The Kurdistan Democratic Party (KDP) appears to be trying to pressure the US-backed Syrian Democratic Forces (SDF) to avoid a full-scale conflict with Turkey and the Turkish-backed Syrian National Army (SNA). A representative of KDP leader Masoud Barzani met with SDF Commander Mazloum Abdi in Hasakah, northeastern Syria, on January 13.[xiii] Unspecified sources told Iraqi media that Barzani likely seeks to pressure the SDF to conclude an agreement with Turkey and the SNA to “prevent the destruction” of Kurdish areas in Syria. Turkey and the SNA continue to threaten the SDF positions in northeastern Syria.[xiv] The KDP has steadily improved its relationship with Turkey in recent years, primarily due to the KDP’s hostility to the Kurdistan Workers’ Party (PKK).[xv] Turkey often conflates the SDF and the PKK-linked Kurdish People’s Protection Units (YPG) with the PKK and uses ”PKK” as a euphemism for the entire SDF.[xvi]

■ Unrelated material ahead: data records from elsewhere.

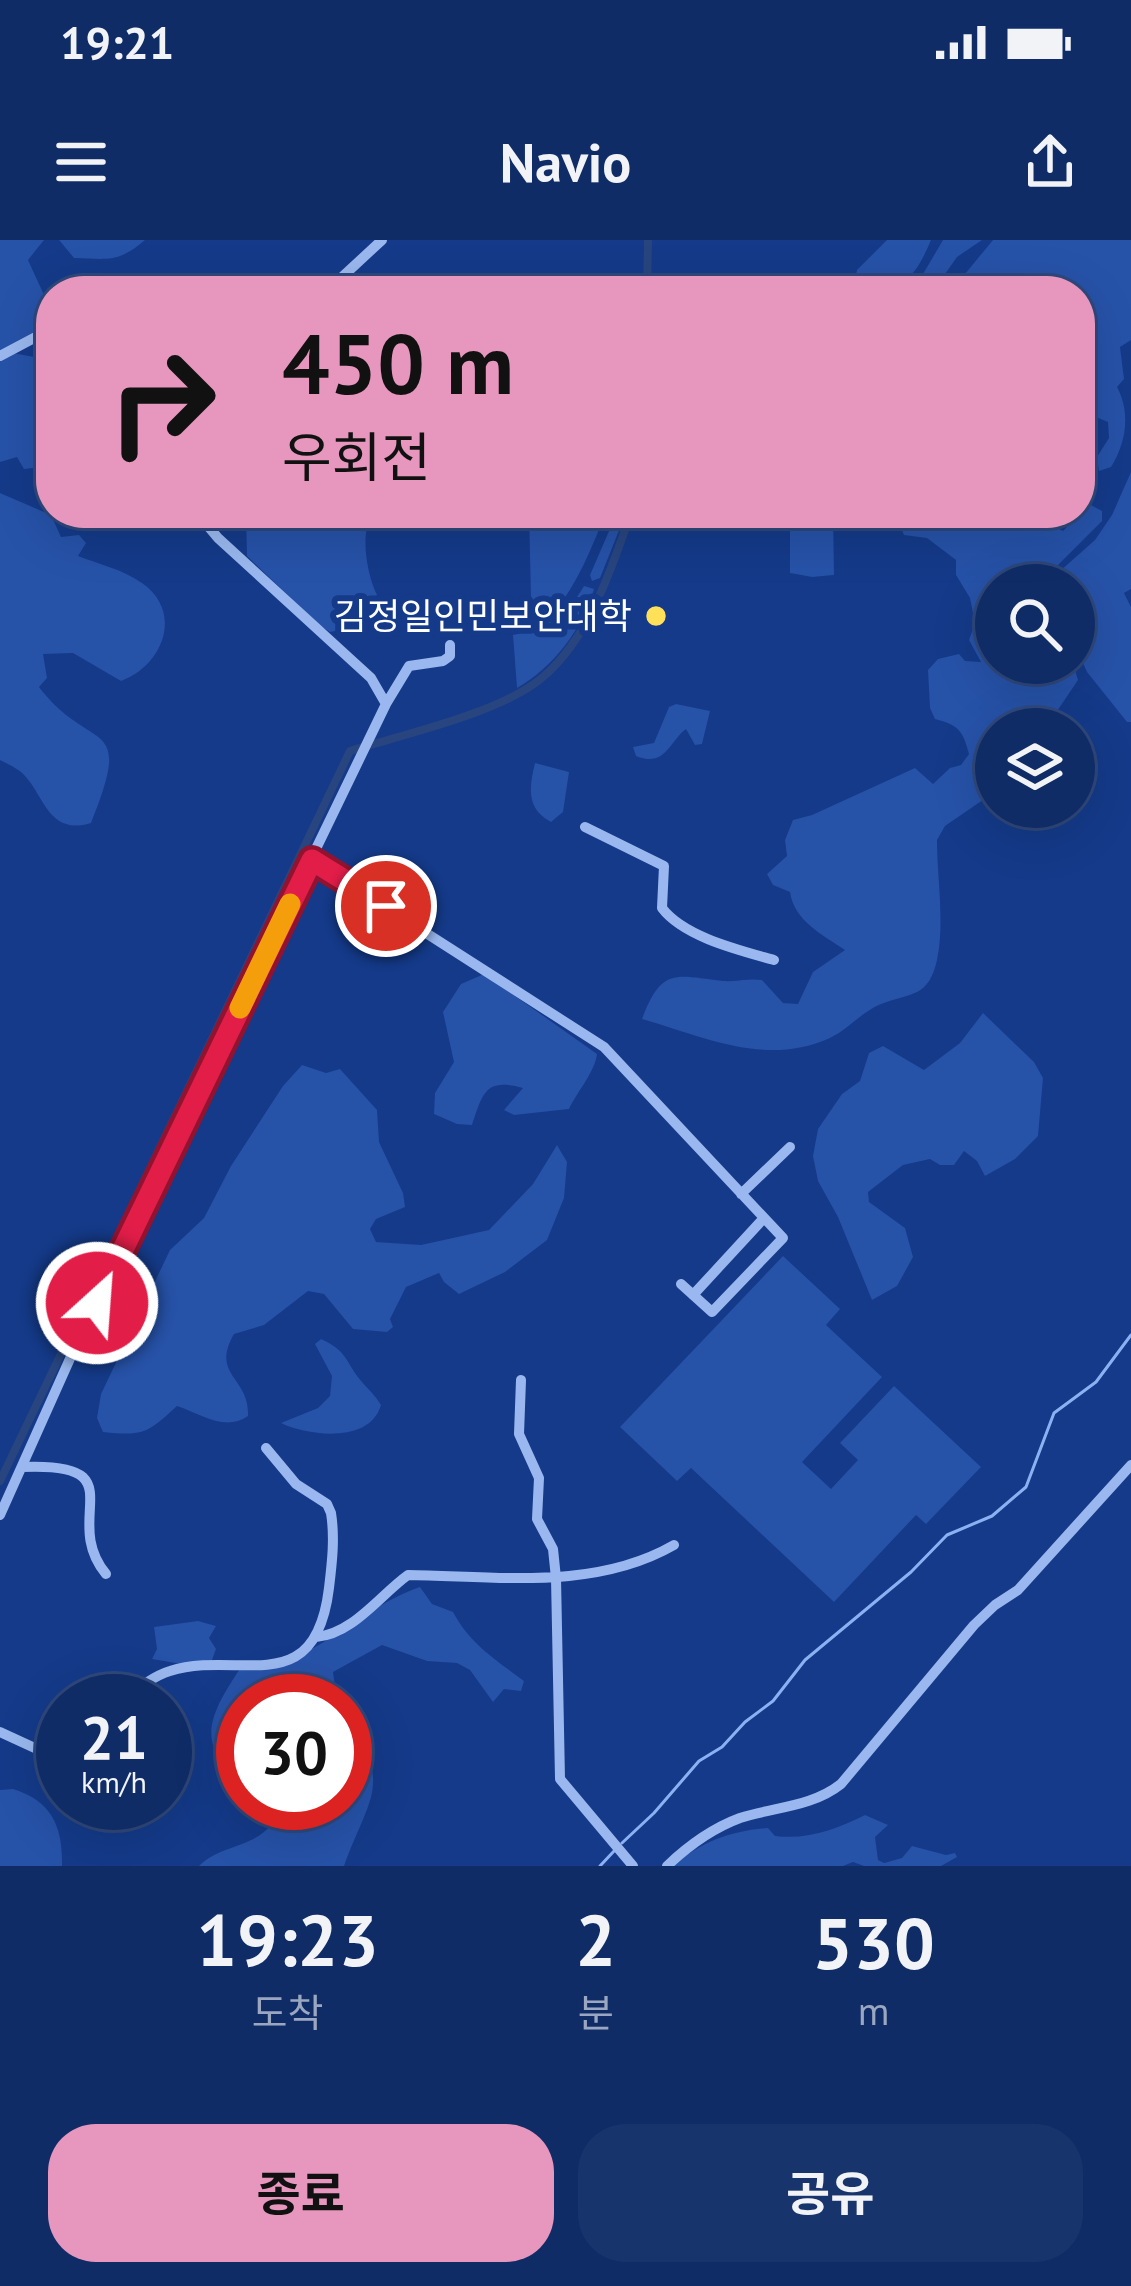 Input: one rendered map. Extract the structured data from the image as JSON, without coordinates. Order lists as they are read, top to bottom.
{
  "places": ["김정일인민보안대학"],
  "page": {
    "status": "19:21",
    "header": "Navio",
    "turn": ["450 m", "우회전"],
    "speed": "21 km/h",
    "limit": "30",
    "eta": [
      "19:23",
      "도착",
      "2",
      "분",
      "530",
      "m"
    ],
    "buttons": ["종료", "공유"]
  }
}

The KDP is also pressuring the SDF to cooperate with minority Syrian Kurdish political parties in negotiations with the HTS-led interim government. Masoud Barzani met with Abdi in Erbil, Iraqi Kurdistan, on January 16.[xvii] A senior KDP member told Western media that Barzani and Abdi focused on unifying Kurdish political efforts in Syria.[xviii] The KDP has historically aligned itself with the Kurdish National Council, a coalition of Syrian Kurdish political parties.[xix] The SDF’s political body is led by the Kurdish National Council’s political rival.[xx] Barzani’s representative also met with Kurdish National Council officials on January 13 to attempt to dissolve tensions between the Syrian Kurdish political parties.[xxi]
Barzani and Abdi also reportedly discussed ways to distance the SDF from the PKK in their meeting on January 16.[xxii] A PKK official separately told Reuters that PKK forces would withdraw from Syria if the SDF had joint or solo control of northeastern Syria.[xxiii] Abdi similarly said that the PKK would withdraw from Syria if Turkey agreed to a ceasefire.[xxiv] The difference in how the SDF and Turkey define the PKK and its role in the SDF makes a ceasefire difficult to obtain. Turkey may define SDF leader Mazloum Abdi, a Syrian and former PKK member, as an active member of the PKK, for example, due to his role within the YPG and SDF. Abdi and the SDF are unlikely to hold the same view. Turkey has also explicitly called for the destruction of the YPG/PKK and views the SDF and YPG and PKK as undistinguishable.[xxv]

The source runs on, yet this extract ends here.